The answers to the interrogatories are far short of the full and complete disclosure of facts which the spirit of the rules requires. True, the defendant has produced a mass of documents but these refer to the past performance of the plane and service records of the pilots and are essentially negative. When it comes to the interrogatory “Describe in detail the trouble experienced”, the answer is, “At between 18,-500 or 19,000 feet manifold pressure dropped to 23 inches on No. one engine”. Obviously, the defendant, with the report and findings of its official investigation in its possession, knows more about the accident than this.

Beside all this, the accident happened more than 18 months ago and what the crew would remember now might well differ in important matters from what they told their officers when the event was fresh in their minds. Even in simple accident cases requiring no technical knowledge to prepare for trial, the fact that a long period of time has elapsed between the accident and the taking of the deposition of a witness gives a certain unique value to a statement given by him immediately after the accident when the whole thing was fresh — - particularly when given to an employer before any damage suit involving negligence has begun.

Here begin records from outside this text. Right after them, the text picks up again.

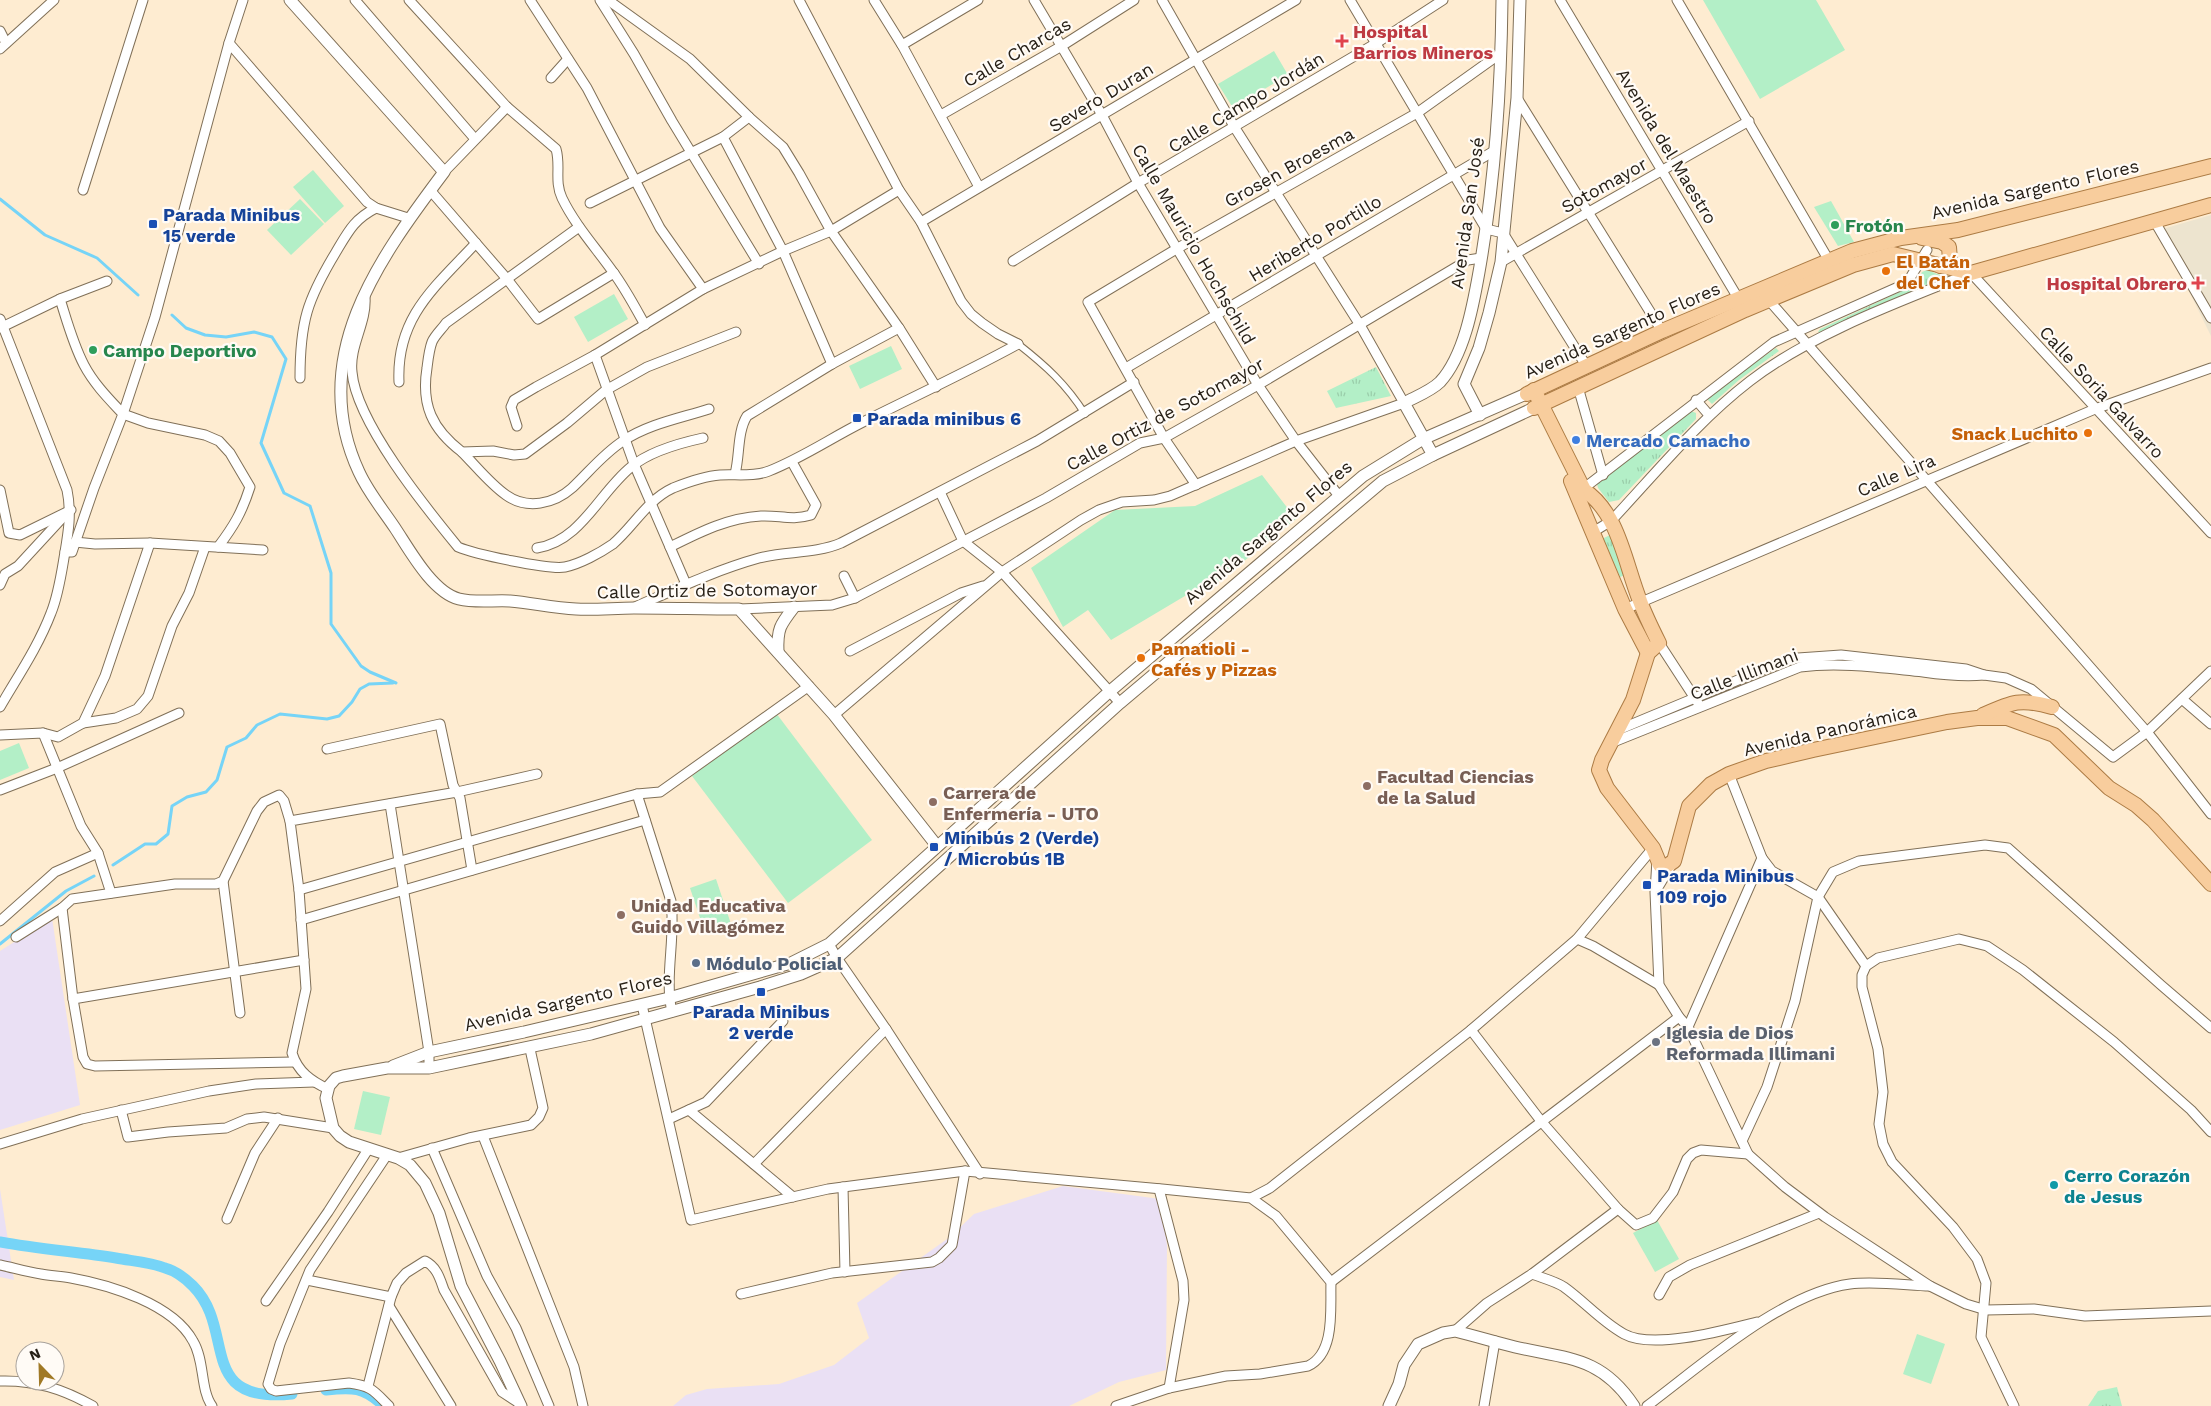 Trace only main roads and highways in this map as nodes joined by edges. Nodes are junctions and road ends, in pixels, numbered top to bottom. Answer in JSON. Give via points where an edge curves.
{"nodes":[{"id":1,"x":2211,"y":166,"type":"edge"},
{"id":2,"x":2211,"y":205,"type":"edge"},
{"id":3,"x":1958,"y":230,"type":"junction"},
{"id":4,"x":1915,"y":236,"type":"junction"},
{"id":5,"x":1936,"y":255,"type":"junction"},
{"id":6,"x":1832,"y":265,"type":"junction"},
{"id":7,"x":1742,"y":304,"type":"junction"},
{"id":8,"x":1538,"y":406,"type":"junction"},
{"id":9,"x":1580,"y":491,"type":"junction"},
{"id":10,"x":1648,"y":653,"type":"junction"},
{"id":11,"x":2052,"y":707,"type":"road end"},
{"id":12,"x":2005,"y":712,"type":"junction"},
{"id":13,"x":2211,"y":884,"type":"edge"}],
"edges":[{"from":1,"to":3,"type":"main road","name":"Avenida Sargento Flores"},
{"from":2,"to":5,"type":"main road","name":"Avenida Sargento Flores","via":[[1970,273]]},
{"from":3,"to":4,"type":"main road","name":"Avenida Sargento Flores"},
{"from":3,"to":5,"type":"main road"},
{"from":4,"to":5,"type":"main road"},
{"from":4,"to":6,"type":"main road","name":"Avenida Sargento Flores","via":[[1852,251]]},
{"from":5,"to":6,"type":"main road","name":"Avenida Sargento Flores","via":[[1893,254]]},
{"from":6,"to":7,"type":"main road","name":"Avenida Sargento Flores","via":[[1768,300]]},
{"from":6,"to":7,"type":"main road","name":"Avenida Sargento Flores","via":[[1759,289]]},
{"from":7,"to":8,"type":"main road","name":"Avenida Sargento Flores"},
{"from":7,"to":8,"type":"main road","name":"Avenida Sargento Flores","via":[[1662,331],[1530,392]]},
{"from":8,"to":9,"type":"main road"},
{"from":9,"to":10,"type":"main road","via":[[1625,609]]},
{"from":9,"to":10,"type":"main road","via":[[1595,497],[1611,521],[1640,602],[1659,643]]},
{"from":10,"to":12,"type":"main road","name":"Avenida Panorámica","via":[[1633,700],[1599,770],[1607,788],[1660,865],[1665,866],[1674,861],[1689,806],[1711,784],[1729,774],[1813,750]]},
{"from":11,"to":12,"type":"main road","name":"Avenida Panorámica","via":[[2013,702]]},
{"from":12,"to":13,"type":"main road","via":[[2054,735],[2088,770],[2153,820]]}]}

For these reasons I conclude that good cause appears for the production of all documents which are subject to the motion.

The immunity which the Government asserts for the report and findings of the official investigation, so far as it is based upon the express provision of the Statute, R.S. § 161, 5 U.S.C.A. § 22, and the rules and regulations of the Department of Justice, has been fully considered and held not sustainable by this Court in O’Neill v. United States (the Alltmont case), D.C., 79 F.Supp. 827. Much of what was said in that case on the point is pertinent here and need not be repeated. And while the decision was reversed upon other grounds, the question of privilege was not dealt with by the Court of Appeals. The action in the Alltmont case, supra, was under the Suits in Admiralty Act, 46 U.S.C.A. § 741 et seq., but the provision of the Tort Claims Act, under which this action is brought, to the effect that the United States shall be liable “in the same manner” as a private individual, is the equivalent of “according to * * * the rules of practice obtaining in like cases between private parties” in the Suits in Admiralty Act, 46 U.S.C.A. § 743. Wunderly v. United States, D.C., 8 F.R.D. 356.

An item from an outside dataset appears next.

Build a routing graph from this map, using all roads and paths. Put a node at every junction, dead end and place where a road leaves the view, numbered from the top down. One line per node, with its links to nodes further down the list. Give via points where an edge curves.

Again, as in the Alltmont case, supra, the Government does not here contend that this is a case involving the well-recognized *472common-law privilege protecting state secrets or facts which might seriously harm the Government in its diplomatic relations, military operations or measures for national security.

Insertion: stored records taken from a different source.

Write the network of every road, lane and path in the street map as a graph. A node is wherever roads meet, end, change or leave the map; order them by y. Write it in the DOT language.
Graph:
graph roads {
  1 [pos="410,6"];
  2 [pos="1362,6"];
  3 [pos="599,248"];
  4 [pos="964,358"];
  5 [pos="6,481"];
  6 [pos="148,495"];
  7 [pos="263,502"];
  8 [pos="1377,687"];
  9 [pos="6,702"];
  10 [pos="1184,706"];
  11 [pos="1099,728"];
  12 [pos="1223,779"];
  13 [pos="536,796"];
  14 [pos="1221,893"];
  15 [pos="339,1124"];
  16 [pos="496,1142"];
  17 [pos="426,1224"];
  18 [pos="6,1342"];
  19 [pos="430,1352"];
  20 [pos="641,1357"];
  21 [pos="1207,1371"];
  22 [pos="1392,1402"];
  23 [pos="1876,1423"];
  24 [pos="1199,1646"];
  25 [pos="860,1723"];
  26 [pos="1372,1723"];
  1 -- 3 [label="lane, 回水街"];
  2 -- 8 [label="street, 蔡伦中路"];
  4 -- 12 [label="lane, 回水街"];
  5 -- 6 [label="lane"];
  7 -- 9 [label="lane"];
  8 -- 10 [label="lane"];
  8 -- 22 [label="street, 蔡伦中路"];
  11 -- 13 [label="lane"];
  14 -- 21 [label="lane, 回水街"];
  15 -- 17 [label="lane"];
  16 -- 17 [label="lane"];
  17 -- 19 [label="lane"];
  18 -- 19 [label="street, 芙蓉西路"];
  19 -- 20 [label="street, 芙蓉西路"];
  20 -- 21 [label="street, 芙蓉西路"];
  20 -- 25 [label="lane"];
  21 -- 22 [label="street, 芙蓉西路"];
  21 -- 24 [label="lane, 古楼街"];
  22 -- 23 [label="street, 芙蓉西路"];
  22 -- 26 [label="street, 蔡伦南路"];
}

In effect, the Government claims a new kind of privilege. Its position is that the proceedings of boards of investigation of the armed services should be privileged in order to allow the free and unhampered self-criticism within the service necessary to obtain maximum efficiency, fix responsibility and maintain proper discipline. I can find no recognition in the law of the existence of such a privilege. Substantially, this same claim has been considered and rejected in at least two District Court cases, Bank Line Limited v. United States, 68 F. Supp. 587; Id., 76 F.Supp. 801, and Cresmer v. United States, 9 F.R.D. 203. The first of these cases was under the Suits in Admiralty Act and the second under the Tort Claims Act, but the privilege claimed was the same in both. I agree with the results of these decisions and conclude that the report and findings in this case are not privileged.

The defendant’s motion to quash is denied and the plaintiffs’ motion to produce is granted.